STOATIE LIEKS CHOCOLATE MILK
01:49 / 18.12.02
I'd say PKD's "A Scanner Darkly". Funny, tragic, and full to the brim with Phildickian reality headfucks.
 
 
Cat Chant
08:07 / 18.12.02
Anything/everything by Kurt Vonnegut and Philip K Dick should, indeed, be read ravenously, often and with scrupulous attention and pleasure.
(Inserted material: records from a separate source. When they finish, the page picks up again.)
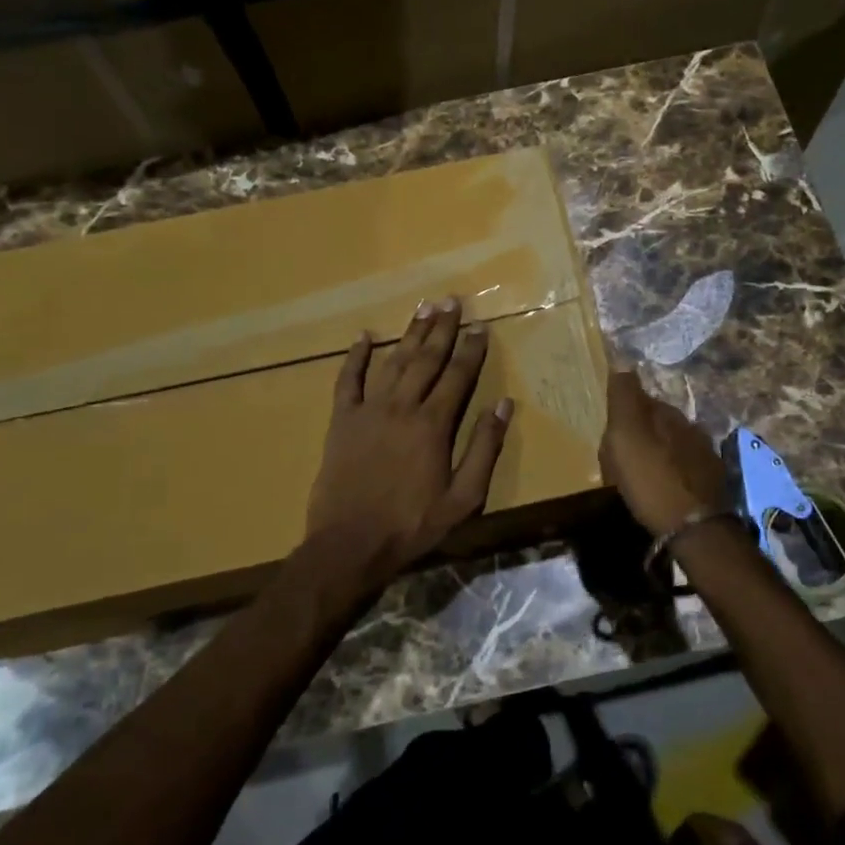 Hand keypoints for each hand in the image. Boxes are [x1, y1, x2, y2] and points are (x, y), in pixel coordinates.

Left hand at [305, 298, 512, 582]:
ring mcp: (368, 410)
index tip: (481, 326)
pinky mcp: (341, 420)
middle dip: (442, 328)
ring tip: (424, 308)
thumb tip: (503, 405)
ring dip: (410, 333)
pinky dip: (356, 356)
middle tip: (452, 301)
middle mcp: (402, 406)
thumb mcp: (463, 497)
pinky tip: (365, 336)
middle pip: (426, 359)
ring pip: (393, 361)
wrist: (350, 544)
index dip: (471, 349)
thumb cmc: (412, 524)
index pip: (458, 375)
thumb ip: (484, 448)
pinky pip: (347, 380)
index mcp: (433, 424)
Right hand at [599, 368, 728, 538]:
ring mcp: (706, 456)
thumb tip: (623, 364)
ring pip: (674, 445)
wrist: (694, 528)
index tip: (610, 429)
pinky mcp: (712, 484)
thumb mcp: (626, 435)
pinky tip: (663, 489)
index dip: (624, 411)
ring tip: (641, 475)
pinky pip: (684, 469)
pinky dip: (672, 474)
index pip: (643, 399)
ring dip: (658, 453)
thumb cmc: (651, 479)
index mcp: (668, 413)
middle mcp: (691, 427)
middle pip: (660, 422)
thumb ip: (624, 398)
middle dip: (642, 432)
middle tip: (621, 454) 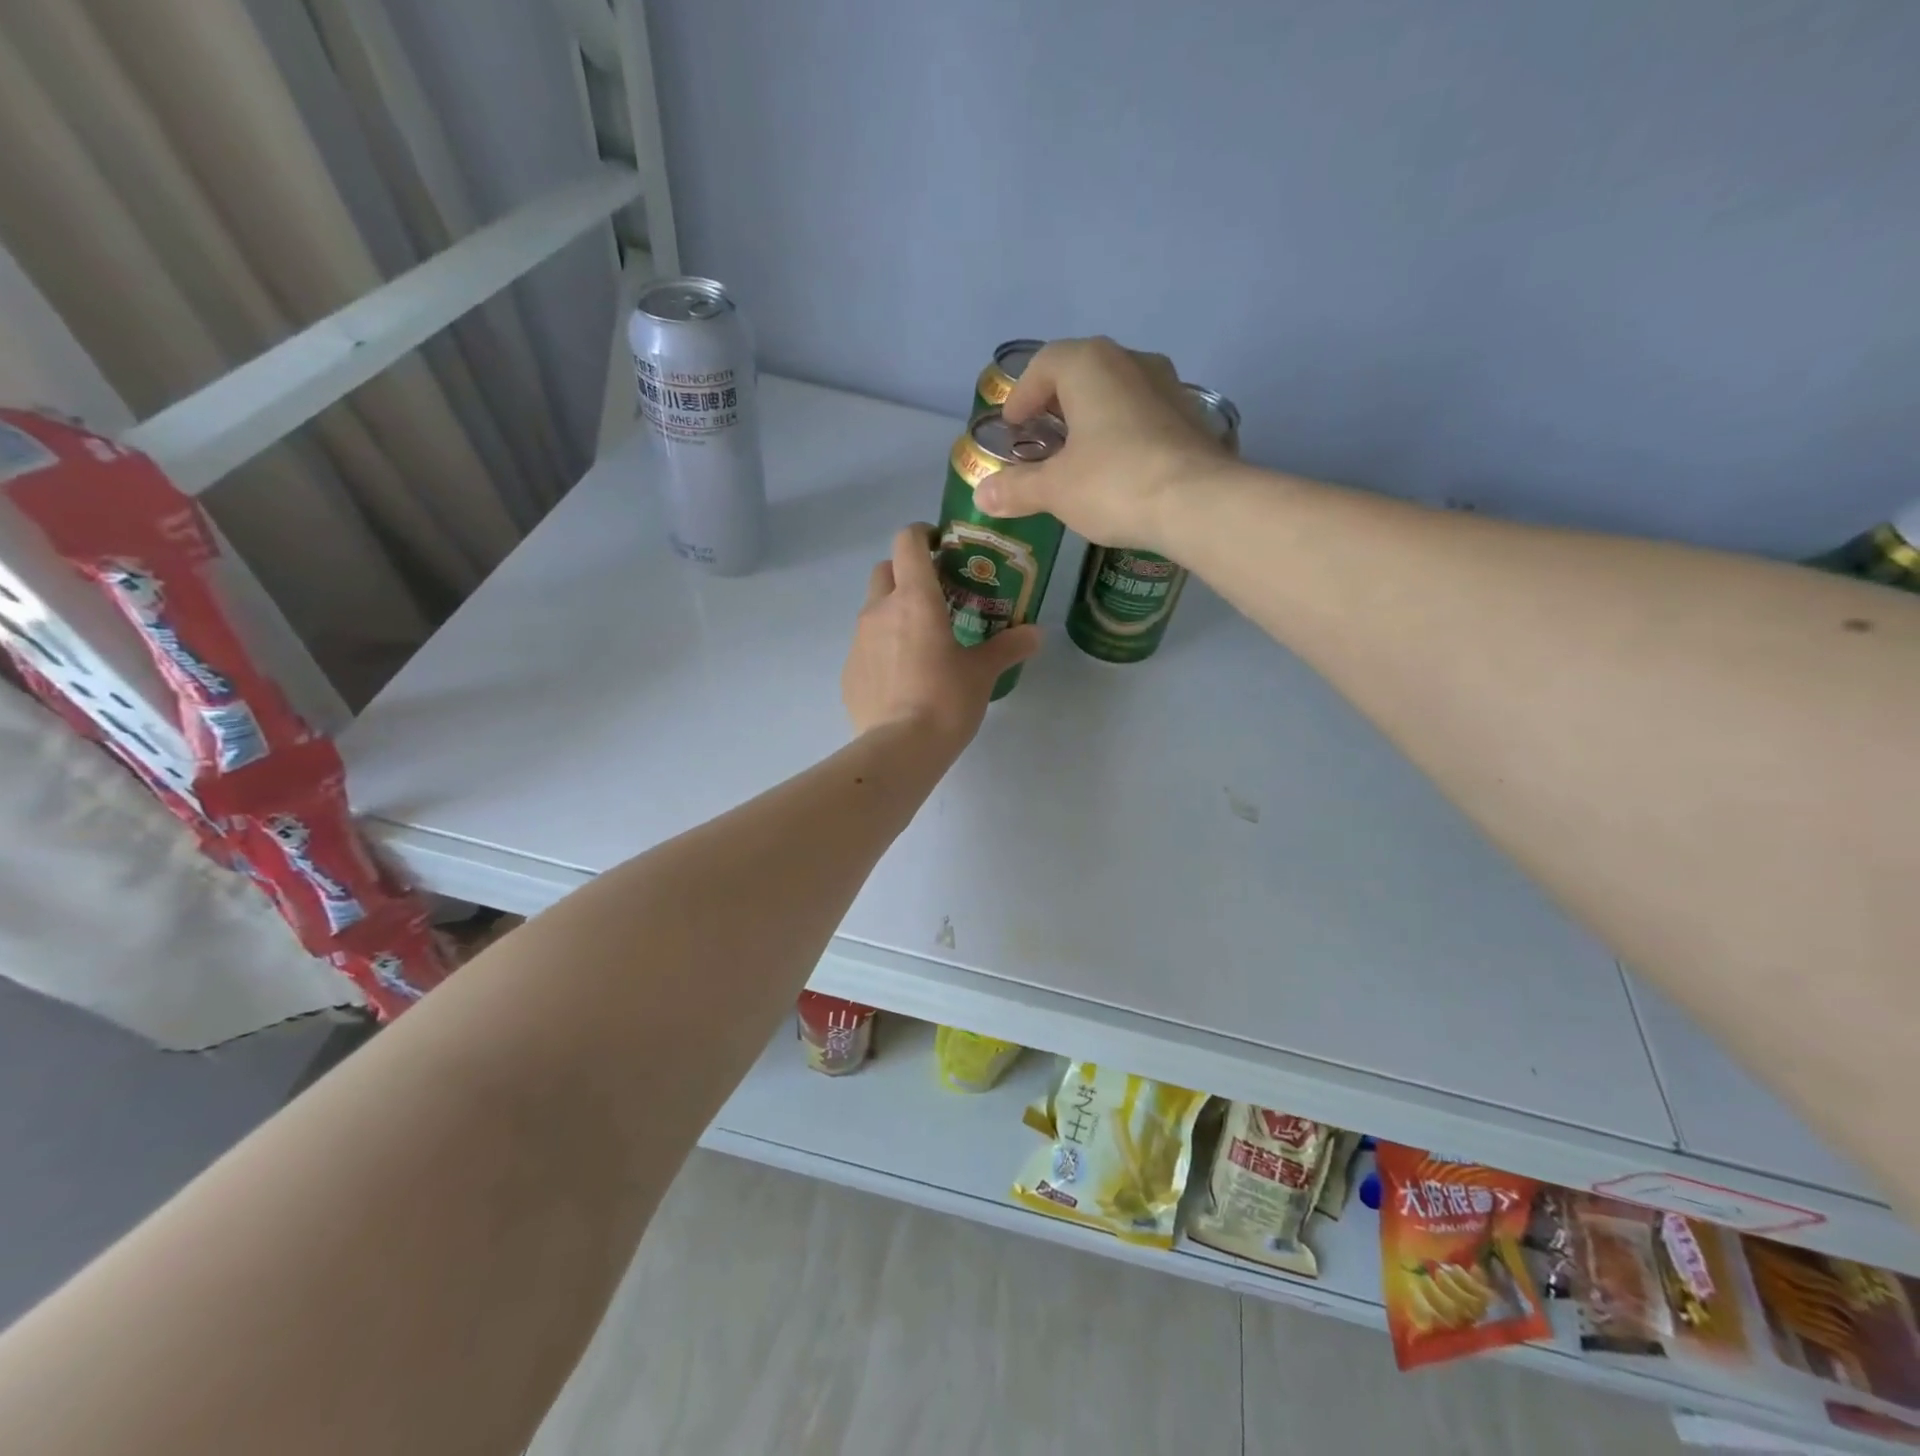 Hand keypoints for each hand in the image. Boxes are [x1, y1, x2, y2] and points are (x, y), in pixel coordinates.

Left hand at [843, 524, 1041, 746]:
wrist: (899, 749)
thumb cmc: (945, 700)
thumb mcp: (983, 673)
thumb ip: (1008, 647)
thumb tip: (1036, 634)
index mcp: (914, 598)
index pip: (907, 542)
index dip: (922, 535)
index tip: (940, 546)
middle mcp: (879, 610)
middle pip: (885, 570)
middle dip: (906, 572)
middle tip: (934, 595)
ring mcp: (858, 641)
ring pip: (873, 609)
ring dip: (893, 611)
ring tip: (921, 640)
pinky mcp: (849, 671)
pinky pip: (866, 646)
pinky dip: (882, 648)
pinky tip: (902, 677)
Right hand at [979, 337, 1229, 551]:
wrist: (1199, 503)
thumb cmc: (1114, 483)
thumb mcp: (1055, 490)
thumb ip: (1016, 488)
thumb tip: (982, 495)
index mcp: (1090, 365)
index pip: (1044, 364)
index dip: (1022, 395)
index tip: (1012, 426)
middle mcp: (1131, 361)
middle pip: (1082, 372)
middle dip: (1056, 403)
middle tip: (1041, 437)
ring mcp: (1168, 386)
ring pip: (1117, 391)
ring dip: (1093, 416)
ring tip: (1078, 453)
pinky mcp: (1191, 417)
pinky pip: (1144, 414)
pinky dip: (1123, 432)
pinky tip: (1118, 467) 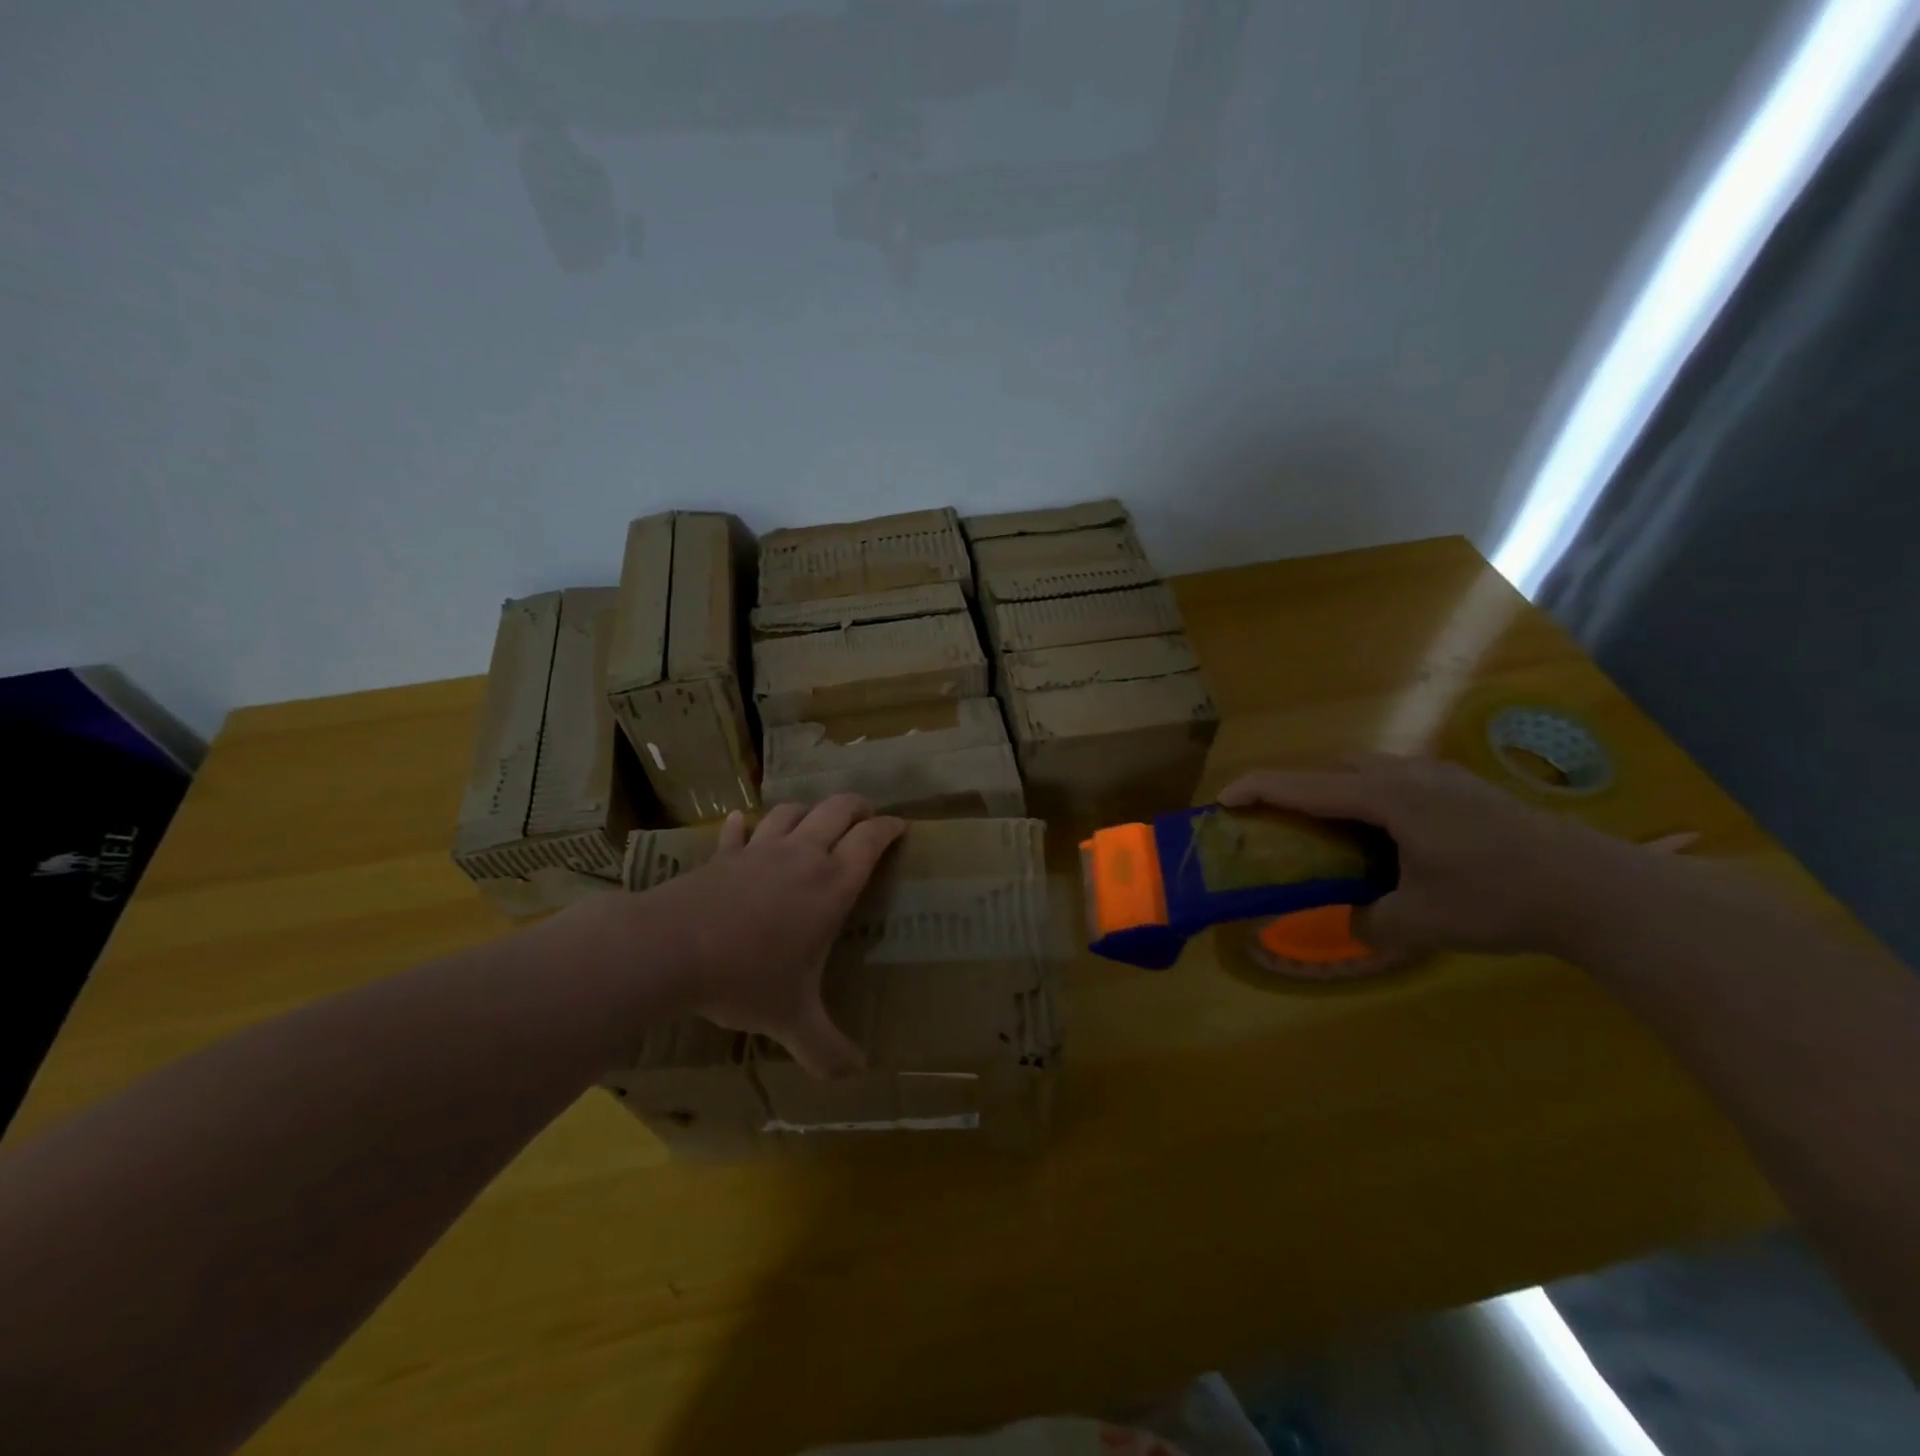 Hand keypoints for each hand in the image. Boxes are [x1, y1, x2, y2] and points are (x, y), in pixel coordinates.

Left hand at [643, 795, 905, 1076]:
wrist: (671, 949)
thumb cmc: (746, 977)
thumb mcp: (792, 1020)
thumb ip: (827, 1049)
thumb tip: (856, 1076)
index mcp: (832, 884)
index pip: (871, 840)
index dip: (890, 828)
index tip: (902, 827)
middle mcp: (803, 856)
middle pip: (838, 810)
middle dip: (858, 806)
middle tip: (867, 816)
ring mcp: (760, 850)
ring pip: (792, 811)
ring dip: (808, 811)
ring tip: (814, 822)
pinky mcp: (724, 855)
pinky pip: (739, 830)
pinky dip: (745, 825)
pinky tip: (742, 825)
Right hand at [1219, 753, 1635, 956]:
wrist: (1597, 888)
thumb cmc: (1498, 898)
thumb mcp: (1423, 922)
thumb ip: (1373, 922)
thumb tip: (1354, 922)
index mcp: (1386, 798)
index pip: (1305, 786)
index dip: (1258, 789)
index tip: (1223, 800)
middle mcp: (1406, 775)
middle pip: (1331, 767)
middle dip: (1292, 784)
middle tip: (1270, 814)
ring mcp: (1439, 776)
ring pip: (1365, 768)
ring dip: (1331, 787)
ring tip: (1320, 822)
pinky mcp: (1462, 787)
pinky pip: (1394, 778)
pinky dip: (1366, 794)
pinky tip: (1380, 828) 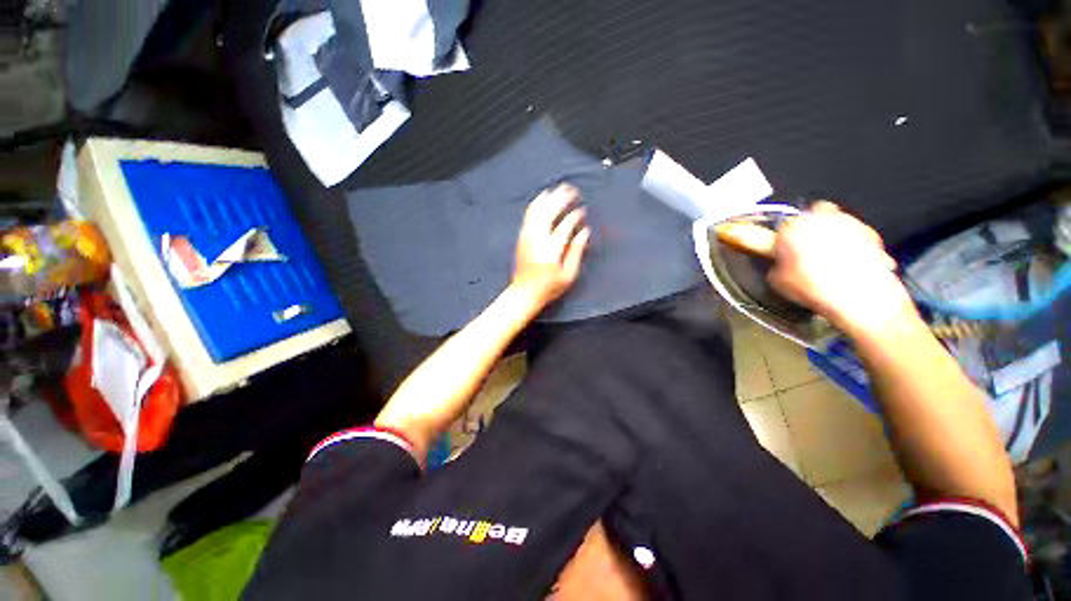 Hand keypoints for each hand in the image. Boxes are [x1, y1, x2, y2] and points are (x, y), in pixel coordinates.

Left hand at [511, 183, 590, 309]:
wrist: (524, 293)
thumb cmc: (549, 287)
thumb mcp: (568, 275)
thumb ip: (576, 251)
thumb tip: (584, 232)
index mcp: (551, 250)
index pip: (565, 226)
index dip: (574, 216)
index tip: (582, 210)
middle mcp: (537, 239)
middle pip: (549, 211)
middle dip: (561, 198)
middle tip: (572, 190)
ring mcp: (527, 236)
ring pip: (537, 210)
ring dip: (549, 197)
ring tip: (559, 189)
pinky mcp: (521, 237)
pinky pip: (529, 215)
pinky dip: (537, 204)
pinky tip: (543, 198)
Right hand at [767, 202, 916, 335]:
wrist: (858, 295)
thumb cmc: (814, 286)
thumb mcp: (778, 281)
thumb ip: (778, 265)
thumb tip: (781, 265)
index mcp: (793, 227)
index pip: (783, 225)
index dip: (783, 238)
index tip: (783, 249)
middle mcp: (821, 218)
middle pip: (813, 215)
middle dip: (810, 229)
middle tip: (806, 249)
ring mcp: (849, 223)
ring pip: (836, 223)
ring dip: (831, 236)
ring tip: (829, 261)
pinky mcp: (871, 234)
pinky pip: (856, 235)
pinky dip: (852, 246)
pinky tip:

But the best science fiction book of all time is going to have to be Marge Piercy's Woman at the Edge of Time, for the sheer convincingness of its near-utopia, the accomplished cleverness of the way it deals with the interaction of past and present - making a theme out of something which is often clumsily allegorized in science fiction writing - and the way it focuses (focalizes?) the whole future society through the eyes of a really interesting woman character, thus making the whole novel feel immediate, relevant and human-scaled rather than just a show-off about how clever the writer is to think of such big thoughts. Also I really fancy one of the main characters, which always helps, and it's one of the few books to convincingly depict a non-sexist society (including rather a good non-gendered pronoun... in fact the language/slang generally is very clever). It's also marked by being produced in (I think!) the seventies, in that a lot of utopian/dystopian or political science fiction tends to focus on one main social division (The Dispossessed is "about" anarchy vs technodecadence; Left Hand of Darkness is "about" gender) and create a society to explore various possibilities around that one thing, whereas Woman at the Edge of Time much more holistically takes on the interdependence of all manner of things (notably economics, genetics, pollution/ecology and racial and sexual politics) in its reimagination of social forms and forms of subjectivity.

(I know I always say this on science-fiction book threads and maybe I should just start a new one, but, incidentally, isn't it striking how gendered science fiction is - I mean, that "feminist science fiction" is, to some extent, almost a different genre from the boy-authored stuff?)
 
 
rizla mission
11:57 / 18.12.02
Hmm.. yeah.. maybe I'm not looking in the right direction or whatever, but, whilst female authors are reasonably well represented on SF shelves these days, it seems to me most of them are writing fantasy/space opera trilogies and the like.. There seem to be very few women working in "literary SF" (ie, the ones that come in slightly-bigger-than-usual paperback format with trendy cover designs). Running upstairs briefly to look at my bookshelf - and I'm a sucker for this vague subgenre - I count a total of one female "lierary SF" author - Mary Doria Russell.

faintly worrying.
 
 
STOATIE LIEKS CHOCOLATE MILK
12:10 / 18.12.02
Gender issue-wise, been thinking that myself- I go with Rizla on Mary Doria Russell's "The Sparrow" (though I don't think it's one of the greatest skiffy novels ever, it did make me cry a lot.

MDR seems to be one of those female writers who gets past the "skiffy/male" barrier. As well as the "all Christians=BAD" tag too.

But (though I stick with my PKD choice) no-one's mentioned Lessing yet. Which seems a flaw. (not bunging in choices, y'understand. I'm just surprised no-one's said her yet.)